The answer is an exact repeat of the entries below, with the pictures omitted.

Available records:
· · ·

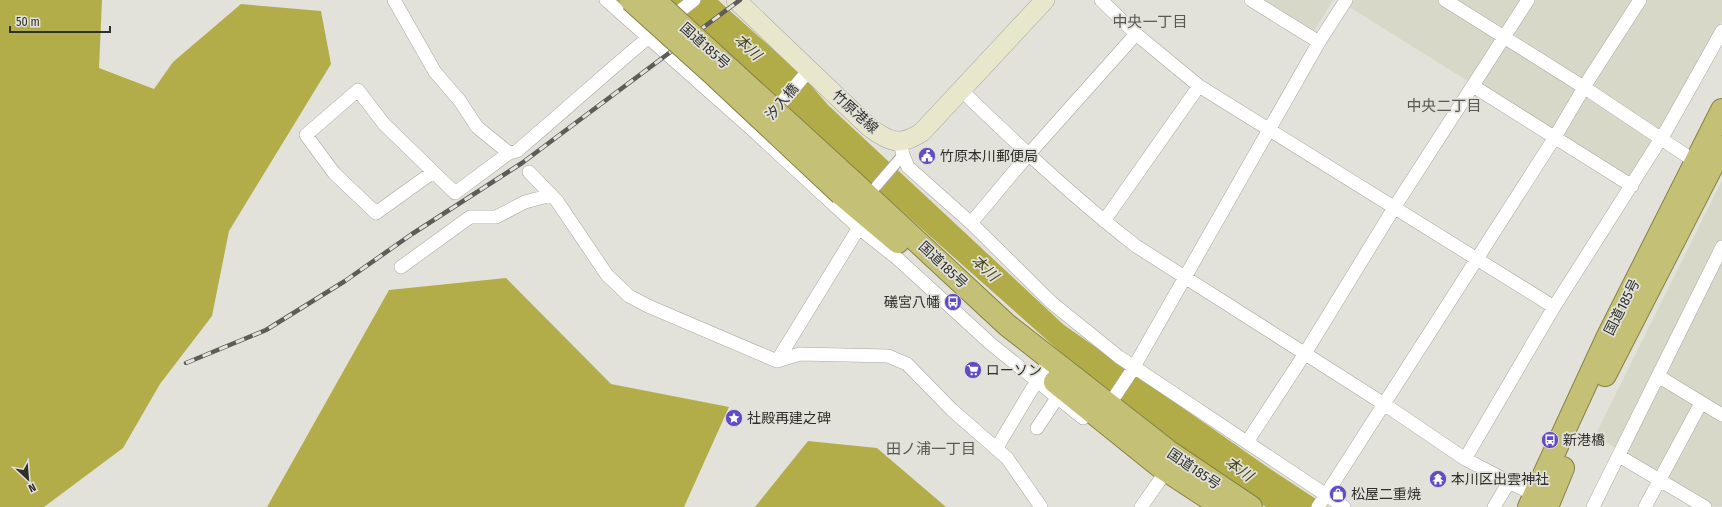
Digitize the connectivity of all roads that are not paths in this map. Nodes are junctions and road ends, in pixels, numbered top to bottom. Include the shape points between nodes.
1 (394, 0) edge
2 (606, 0) edge
3 (631, 0) edge
4 (654, 0) edge
5 (694, 0) edge
6 (736, 0) edge
7 (1045, 0) edge
8 (1101, 0) edge
9 (1251, 0) edge
10 (1346, 0) edge
11 (1444, 0) edge
12 (1528, 0) edge
13 (1640, 0) edge
14 (1722, 31) edge
15 (1136, 34) junction
16 (650, 35) junction
17 (1505, 37) junction
18 (1319, 42) junction
19 (806, 73) junction
20 (1199, 86) junction
21 (1473, 86) junction
22 (1585, 88) junction
23 (961, 90) junction
24 (1722, 110) edge
25 (758, 131) junction
26 (1269, 131) junction
27 (1555, 137) junction
28 (1662, 137) junction
29 (1722, 147) edge
30 (509, 153) junction
31 (899, 153) junction
32 (1028, 155) junction
33 (1696, 162) junction
34 (433, 172) junction
35 (529, 172) dead end
36 (1632, 186) junction
37 (846, 188) junction
38 (873, 190) dead end
39 (551, 195) junction
40 (1394, 208) junction
41 (862, 221) junction
42 (1104, 221) junction
43 (971, 223) junction
44 (1722, 247) edge
45 (1476, 259) junction
46 (401, 267) dead end
47 (1184, 276) junction
48 (1554, 307) junction
49 (1304, 355) junction
50 (777, 361) junction
51 (1133, 369) junction
52 (1043, 370) junction
53 (1658, 376) junction
54 (1057, 398) junction
55 (1701, 402) junction
56 (1384, 404) junction
57 (1102, 410) junction
58 (1722, 415) edge
59 (1036, 428) dead end
60 (1247, 442) junction
61 (996, 449) junction
62 (1619, 456) junction
63 (1465, 459) junction
64 (1167, 470) junction
65 (1659, 480) junction
66 (1509, 482) junction
67 (1322, 502) edge
68 (1540, 503) edge
69 (1041, 507) edge
70 (1141, 507) edge
71 (1222, 507) edge
72 (1251, 507) edge
73 (1344, 507) edge
74 (1494, 507) edge
75 (1594, 507) edge
76 (1645, 507) edge
77 (1705, 507) edge

1 - 30 street via 435,72 460,101 477,127
2 - 16 street
3 - 37 highway, 国道185号, bridge
4 - 37 highway, 国道185号, bridge
5 - 16 street, bridge
6 - 19 main road, 竹原港線
7 - 23 main road
8 - 15 street
9 - 18 street
10 - 18 street
11 - 17 street
12 - 17 street
13 - 22 street
14 - 28 street
15 - 20 street
15 - 32 street
16 - 25 street
16 - 30 street via 517,151
17 - 21 street
17 - 22 street
18 - 26 street
19 - 25 street, 汐入橋, bridge
19 - 31 main road, 竹原港線 via 869,127 894,141
20 - 26 street
20 - 42 street
21 - 27 street
21 - 40 street
22 - 27 street
22 - 28 street
23 - 31 main road
23 - 32 street
24 - 33 highway, 国道185号
25 - 41 street
26 - 40 street
26 - 47 street
27 - 36 street
27 - 45 street
28 - 33 street
28 - 36 street
29 - 68 highway, 国道185号
30 - 34 street via 455,193
31 - 38 street
31 - 43 street via 908,167
32 - 42 street
32 - 43 street
33 - 68 highway, 国道185号 via 1607,338
34 - 34 street via 384,124 358,90 306,135 334,173 376,213
35 - 39 street
36 - 48 street
37 - 41 highway, 国道185号
37 - 52 highway, 国道185号 via 1007,325
39 - 46 street via 525,202 496,217 470,217
39 - 50 street via 607,275 629,296
40 - 45 street
40 - 49 street
41 - 50 street
41 - 52 highway, 国道185号
42 - 47 street via 1136,246
43 - 51 street via 1052,303
44 - 53 street
45 - 48 street
45 - 56 street
47 - 49 street
47 - 51 street
48 - 63 street
49 - 56 street
49 - 60 street
50 - 61 street via 800,354 888,356 907,364 952,410
51 - 57 street
51 - 60 street
52 - 54 street
52 - 57 highway, 国道185号
52 - 61 street
53 - 55 street
53 - 62 street
54 - 57 street
54 - 59 street
55 - 58 street
55 - 65 street
56 - 63 street
56 - 67 street
57 - 64 highway, 国道185号
57 - 72 highway, 国道185号
60 - 67 street
61 - 69 street via 1007,458
62 - 65 street
62 - 75 street
63 - 66 street
64 - 70 street
64 - 71 highway, 国道185号
65 - 76 street
65 - 77 street
66 - 68 street
66 - 74 street
67 - 73 street

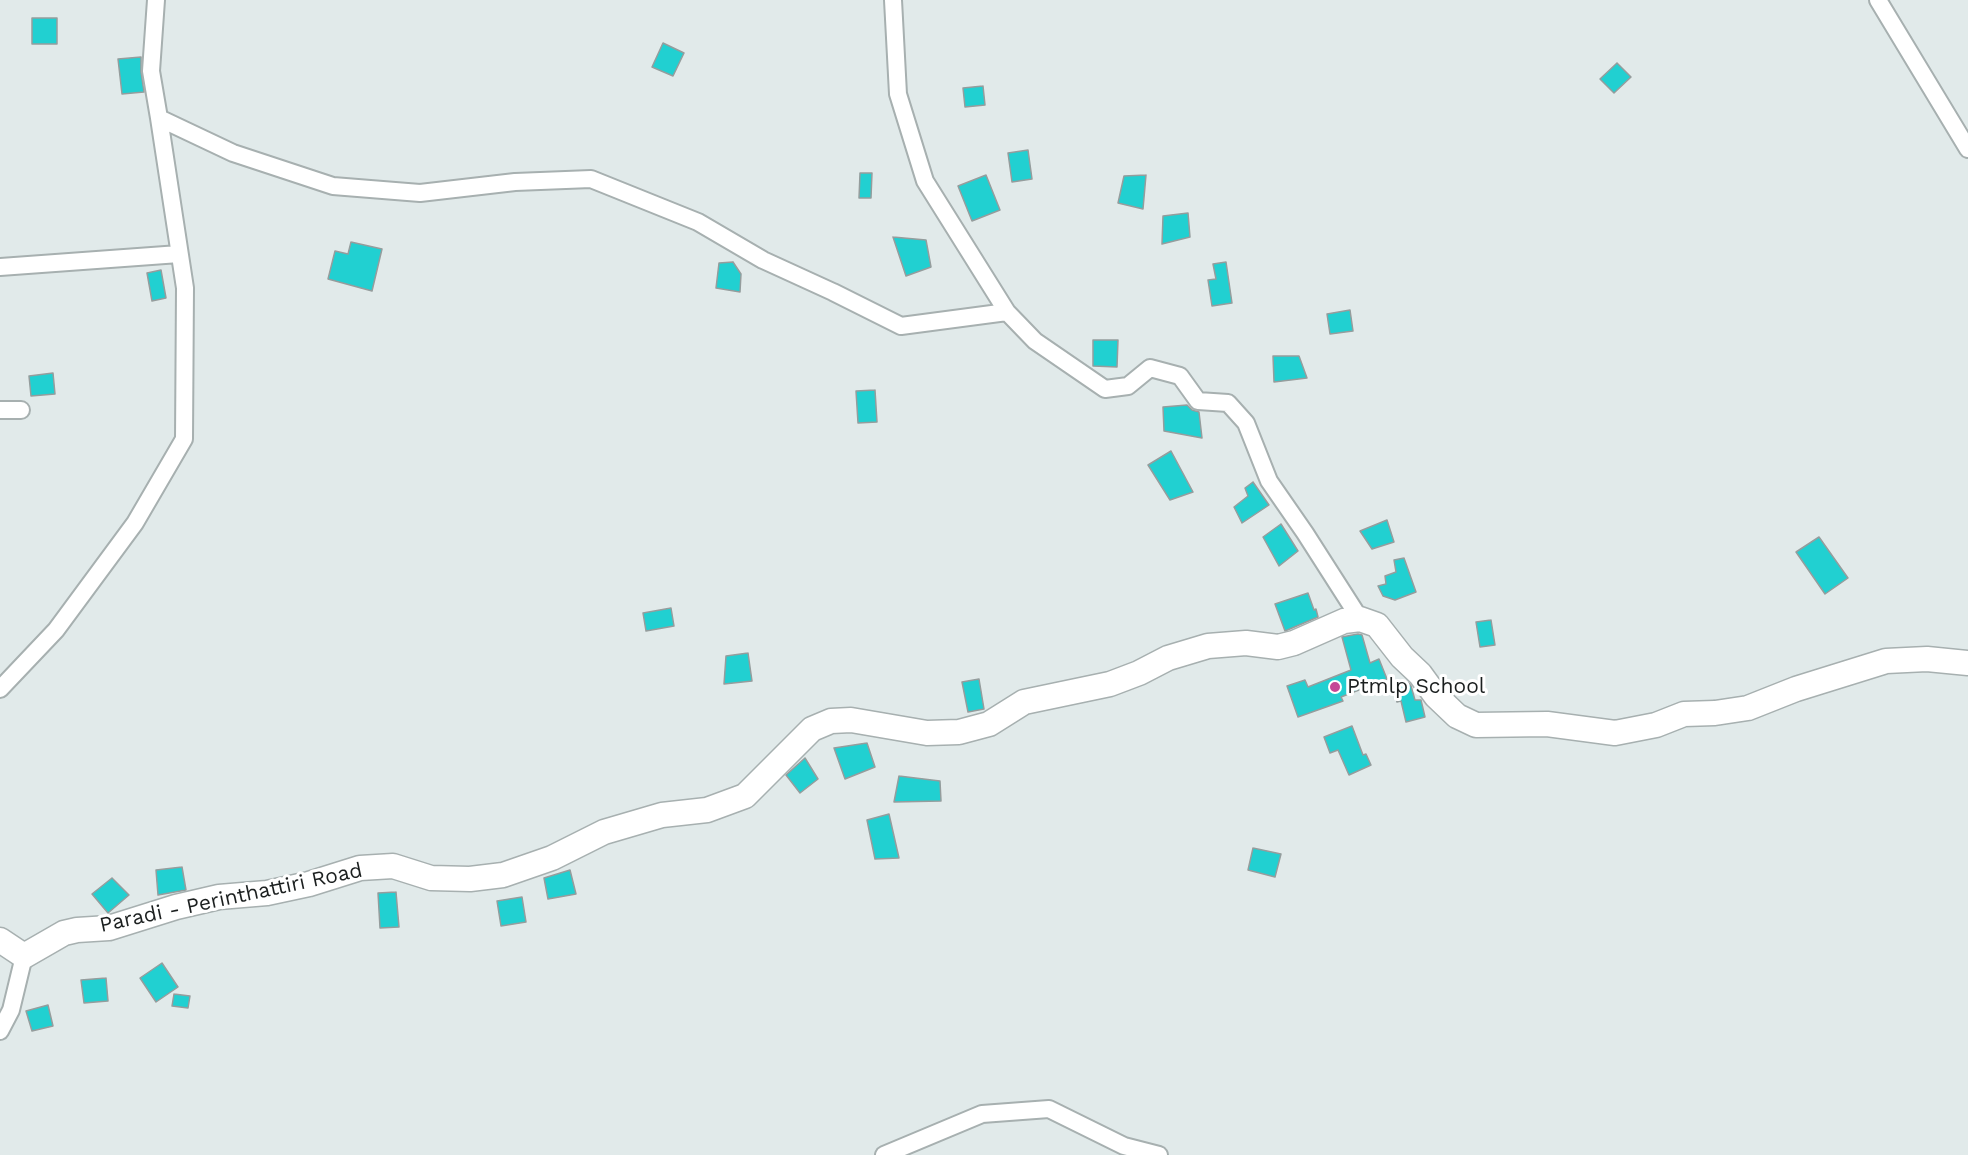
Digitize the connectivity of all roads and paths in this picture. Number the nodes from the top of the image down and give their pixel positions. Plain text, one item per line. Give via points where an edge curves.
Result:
1 (156, 0) edge
2 (893, 0) edge
3 (1878, 0) edge
4 (159, 118) junction
5 (1968, 149) edge
6 (179, 254) junction
7 (0, 267) edge
8 (1007, 312) junction
9 (0, 410) edge
10 (21, 410) dead end
11 (1360, 618) junction
12 (1968, 663) edge
13 (0, 689) edge
14 (0, 940) edge
15 (24, 956) junction
16 (0, 1031) edge
17 (884, 1155) edge
18 (1159, 1155) edge

1 - 4 street via 151,71
2 - 8 street via 898,94 925,181
3 - 5 street
4 - 6 street
4 - 8 street via 233,153 333,186 420,193 515,182 591,179 698,222 763,261 901,326
6 - 7 street
6 - 13 street via 185,288 184,439 135,523 56,630
8 - 11 street via 1035,341 1105,389 1128,386 1150,368 1180,376 1198,401 1228,404 1246,423 1269,481
9 - 10 street
11 - 12 main road via 1377,625 1436,696 1457,716 1476,725 1547,724 1615,733 1684,714 1748,708 1886,661 1928,659
11 - 15 main road, Paradi - Perinthattiri Road via 1278,647 1246,643 1208,646 1168,658 1110,684 1024,702 989,724 959,732 927,733 851,720 831,721 812,729 745,795 707,810 662,815 604,832 552,858 503,875 431,878 393,866 360,868 309,884 186,904 109,928 64,933
14 - 15 main road
15 - 16 street via 11,1010
17 - 18 street via 982,1114 1049,1109 1124,1146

· · ·

Task answer:
Digitize the connectivity of all roads that are not paths in this map. Nodes are junctions and road ends, in pixels, numbered top to bottom. Include the shape points between nodes.
1 (394, 0) edge
2 (606, 0) edge
3 (631, 0) edge
4 (654, 0) edge
5 (694, 0) edge
6 (736, 0) edge
7 (1045, 0) edge
8 (1101, 0) edge
9 (1251, 0) edge
10 (1346, 0) edge
11 (1444, 0) edge
12 (1528, 0) edge
13 (1640, 0) edge
14 (1722, 31) edge
15 (1136, 34) junction
16 (650, 35) junction
17 (1505, 37) junction
18 (1319, 42) junction
19 (806, 73) junction
20 (1199, 86) junction
21 (1473, 86) junction
22 (1585, 88) junction
23 (961, 90) junction
24 (1722, 110) edge
25 (758, 131) junction
26 (1269, 131) junction
27 (1555, 137) junction
28 (1662, 137) junction
29 (1722, 147) edge
30 (509, 153) junction
31 (899, 153) junction
32 (1028, 155) junction
33 (1696, 162) junction
34 (433, 172) junction
35 (529, 172) dead end
36 (1632, 186) junction
37 (846, 188) junction
38 (873, 190) dead end
39 (551, 195) junction
40 (1394, 208) junction
41 (862, 221) junction
42 (1104, 221) junction
43 (971, 223) junction
44 (1722, 247) edge
45 (1476, 259) junction
46 (401, 267) dead end
47 (1184, 276) junction
48 (1554, 307) junction
49 (1304, 355) junction
50 (777, 361) junction
51 (1133, 369) junction
52 (1043, 370) junction
53 (1658, 376) junction
54 (1057, 398) junction
55 (1701, 402) junction
56 (1384, 404) junction
57 (1102, 410) junction
58 (1722, 415) edge
59 (1036, 428) dead end
60 (1247, 442) junction
61 (996, 449) junction
62 (1619, 456) junction
63 (1465, 459) junction
64 (1167, 470) junction
65 (1659, 480) junction
66 (1509, 482) junction
67 (1322, 502) edge
68 (1540, 503) edge
69 (1041, 507) edge
70 (1141, 507) edge
71 (1222, 507) edge
72 (1251, 507) edge
73 (1344, 507) edge
74 (1494, 507) edge
75 (1594, 507) edge
76 (1645, 507) edge
77 (1705, 507) edge

1 - 30 street via 435,72 460,101 477,127
2 - 16 street
3 - 37 highway, 国道185号, bridge
4 - 37 highway, 国道185号, bridge
5 - 16 street, bridge
6 - 19 main road, 竹原港線
7 - 23 main road
8 - 15 street
9 - 18 street
10 - 18 street
11 - 17 street
12 - 17 street
13 - 22 street
14 - 28 street
15 - 20 street
15 - 32 street
16 - 25 street
16 - 30 street via 517,151
17 - 21 street
17 - 22 street
18 - 26 street
19 - 25 street, 汐入橋, bridge
19 - 31 main road, 竹原港線 via 869,127 894,141
20 - 26 street
20 - 42 street
21 - 27 street
21 - 40 street
22 - 27 street
22 - 28 street
23 - 31 main road
23 - 32 street
24 - 33 highway, 国道185号
25 - 41 street
26 - 40 street
26 - 47 street
27 - 36 street
27 - 45 street
28 - 33 street
28 - 36 street
29 - 68 highway, 国道185号
30 - 34 street via 455,193
31 - 38 street
31 - 43 street via 908,167
32 - 42 street
32 - 43 street
33 - 68 highway, 国道185号 via 1607,338
34 - 34 street via 384,124 358,90 306,135 334,173 376,213
35 - 39 street
36 - 48 street
37 - 41 highway, 国道185号
37 - 52 highway, 国道185号 via 1007,325
39 - 46 street via 525,202 496,217 470,217
39 - 50 street via 607,275 629,296
40 - 45 street
40 - 49 street
41 - 50 street
41 - 52 highway, 国道185号
42 - 47 street via 1136,246
43 - 51 street via 1052,303
44 - 53 street
45 - 48 street
45 - 56 street
47 - 49 street
47 - 51 street
48 - 63 street
49 - 56 street
49 - 60 street
50 - 61 street via 800,354 888,356 907,364 952,410
51 - 57 street
51 - 60 street
52 - 54 street
52 - 57 highway, 国道185号
52 - 61 street
53 - 55 street
53 - 62 street
54 - 57 street
54 - 59 street
55 - 58 street
55 - 65 street
56 - 63 street
56 - 67 street
57 - 64 highway, 国道185号
57 - 72 highway, 国道185号
60 - 67 street
61 - 69 street via 1007,458
62 - 65 street
62 - 75 street
63 - 66 street
64 - 70 street
64 - 71 highway, 国道185号
65 - 76 street
65 - 77 street
66 - 68 street
66 - 74 street
67 - 73 street

Digitize the connectivity of all roads and paths in this picture. Number the nodes from the top of the image down and give their pixel positions. Plain text, one item per line. Give via points where an edge curves.
Result:
1 (156, 0) edge
2 (893, 0) edge
3 (1878, 0) edge
4 (159, 118) junction
5 (1968, 149) edge
6 (179, 254) junction
7 (0, 267) edge
8 (1007, 312) junction
9 (0, 410) edge
10 (21, 410) dead end
11 (1360, 618) junction
12 (1968, 663) edge
13 (0, 689) edge
14 (0, 940) edge
15 (24, 956) junction
16 (0, 1031) edge
17 (884, 1155) edge
18 (1159, 1155) edge

1 - 4 street via 151,71
2 - 8 street via 898,94 925,181
3 - 5 street
4 - 6 street
4 - 8 street via 233,153 333,186 420,193 515,182 591,179 698,222 763,261 901,326
6 - 7 street
6 - 13 street via 185,288 184,439 135,523 56,630
8 - 11 street via 1035,341 1105,389 1128,386 1150,368 1180,376 1198,401 1228,404 1246,423 1269,481
9 - 10 street
11 - 12 main road via 1377,625 1436,696 1457,716 1476,725 1547,724 1615,733 1684,714 1748,708 1886,661 1928,659
11 - 15 main road, Paradi - Perinthattiri Road via 1278,647 1246,643 1208,646 1168,658 1110,684 1024,702 989,724 959,732 927,733 851,720 831,721 812,729 745,795 707,810 662,815 604,832 552,858 503,875 431,878 393,866 360,868 309,884 186,904 109,928 64,933
14 - 15 main road
15 - 16 street via 11,1010
17 - 18 street via 982,1114 1049,1109 1124,1146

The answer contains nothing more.